* **Exercise details**: Go through the entries below. Copy out every line that contains "thumb".

(Items from a data source)
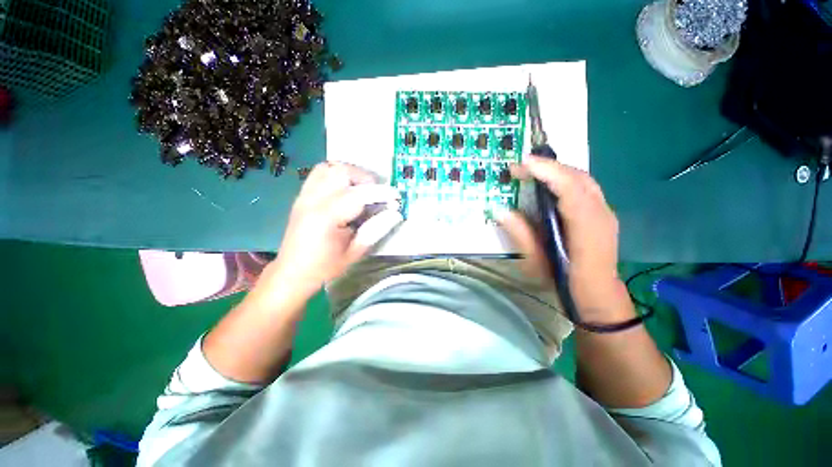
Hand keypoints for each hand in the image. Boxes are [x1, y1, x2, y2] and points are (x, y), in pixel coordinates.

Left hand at [269, 162, 401, 295]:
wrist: (292, 271)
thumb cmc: (325, 267)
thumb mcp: (355, 253)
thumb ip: (375, 230)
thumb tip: (396, 214)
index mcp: (326, 217)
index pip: (359, 195)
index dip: (381, 193)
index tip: (396, 197)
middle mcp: (313, 200)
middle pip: (342, 172)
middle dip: (365, 179)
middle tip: (377, 195)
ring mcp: (305, 195)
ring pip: (330, 167)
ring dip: (351, 174)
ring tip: (362, 189)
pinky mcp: (302, 195)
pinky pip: (319, 173)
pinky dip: (336, 174)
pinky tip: (345, 188)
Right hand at [499, 155, 624, 318]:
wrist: (597, 294)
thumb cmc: (564, 281)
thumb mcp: (537, 262)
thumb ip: (520, 234)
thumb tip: (501, 211)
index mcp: (587, 228)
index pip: (571, 189)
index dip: (548, 172)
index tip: (524, 163)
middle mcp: (601, 214)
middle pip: (578, 177)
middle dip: (548, 167)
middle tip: (520, 167)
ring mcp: (606, 211)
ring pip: (583, 179)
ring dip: (556, 170)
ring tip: (531, 171)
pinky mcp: (603, 213)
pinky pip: (584, 186)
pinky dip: (565, 178)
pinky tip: (549, 182)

* **Exercise answer**:
thumb cmc: (325, 267)
thumb mcp: (355, 253)
thumb ip: (375, 230)
thumb tip: (396, 214)
thumb cmc: (564, 281)
thumb mcp: (537, 262)
thumb ip: (520, 234)
thumb tip: (501, 211)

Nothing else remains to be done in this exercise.